The text--that of the 1901 Sussex Edition--is fully annotated and accompanied by three maps that help students place the novel in geographical and historical contexts.
"Backgrounds" explores the novel's complicated issues of multiculturalism, imperialism, and racism, allowing readers to glimpse Kipling's personal thoughts about British expansionism. Included are two short stories, poems, and letters by Kipling, as well as autobiographical and biographical memoirs and contemporary reviews of Kim.
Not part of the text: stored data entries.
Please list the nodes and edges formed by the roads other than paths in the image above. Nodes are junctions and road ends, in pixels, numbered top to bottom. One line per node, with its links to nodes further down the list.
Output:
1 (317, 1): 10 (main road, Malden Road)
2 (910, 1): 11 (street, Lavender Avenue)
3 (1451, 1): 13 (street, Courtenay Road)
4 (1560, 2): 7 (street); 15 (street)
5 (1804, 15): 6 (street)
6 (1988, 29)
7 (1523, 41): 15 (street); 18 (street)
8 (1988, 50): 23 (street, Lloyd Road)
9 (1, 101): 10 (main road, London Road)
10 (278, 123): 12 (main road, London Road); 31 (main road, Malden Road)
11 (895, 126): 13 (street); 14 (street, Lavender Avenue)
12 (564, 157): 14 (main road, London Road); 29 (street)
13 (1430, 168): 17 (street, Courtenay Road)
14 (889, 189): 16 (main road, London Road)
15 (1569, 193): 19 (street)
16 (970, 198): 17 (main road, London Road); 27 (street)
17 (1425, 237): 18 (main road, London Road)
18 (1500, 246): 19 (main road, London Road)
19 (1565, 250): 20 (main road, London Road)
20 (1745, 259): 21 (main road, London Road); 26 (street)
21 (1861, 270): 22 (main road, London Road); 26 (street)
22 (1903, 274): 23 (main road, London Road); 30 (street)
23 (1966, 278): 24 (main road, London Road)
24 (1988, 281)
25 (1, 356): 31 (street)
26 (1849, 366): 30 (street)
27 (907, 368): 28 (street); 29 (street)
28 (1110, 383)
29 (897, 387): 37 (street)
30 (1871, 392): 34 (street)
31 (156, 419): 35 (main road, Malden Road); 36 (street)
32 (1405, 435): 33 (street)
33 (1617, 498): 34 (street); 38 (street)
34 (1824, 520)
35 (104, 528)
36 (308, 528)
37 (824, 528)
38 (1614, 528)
"Criticism" collects fourteen wide-ranging assessments of the novel by Noel Annan, Irving Howe, Edward Said, Ian Baucom, A. Michael Matin, John A. McClure, Anne Parry, Michael Hollington, Parama Roy, Sara Suleri, Patrick Williams, Suvir Kaul, Mark Kinkead-Weekes, and Zohreh T. Sullivan.
A Chronology and a Selected Bibliography are included.
Written in 1901, Kim is considered Kipling's finest work, and was a key factor in his being awarded the Nobel Prize.
Rudyard Kipling (1865-1936) was born in Bombay, India, but raised in England until he returned to India in 1881 as a journalist and local newspaper editor. In 1907 Kipling became the first English writer to win the Nobel Prize for literature. A poet and prolific short story writer, he is best known as the author of The Jungle Book (1894), Kim (1902), and Just So Stories (1902). Zohreh T. Sullivan is Professor of English at the University of Illinois at Urbana-Champaign. She is the author of Narratives of Empire: The Fictions of Rudyard Kipling, Exiled Memories: Stories of Iranian Diaspora, and many articles on British, colonial, and postcolonial literatures.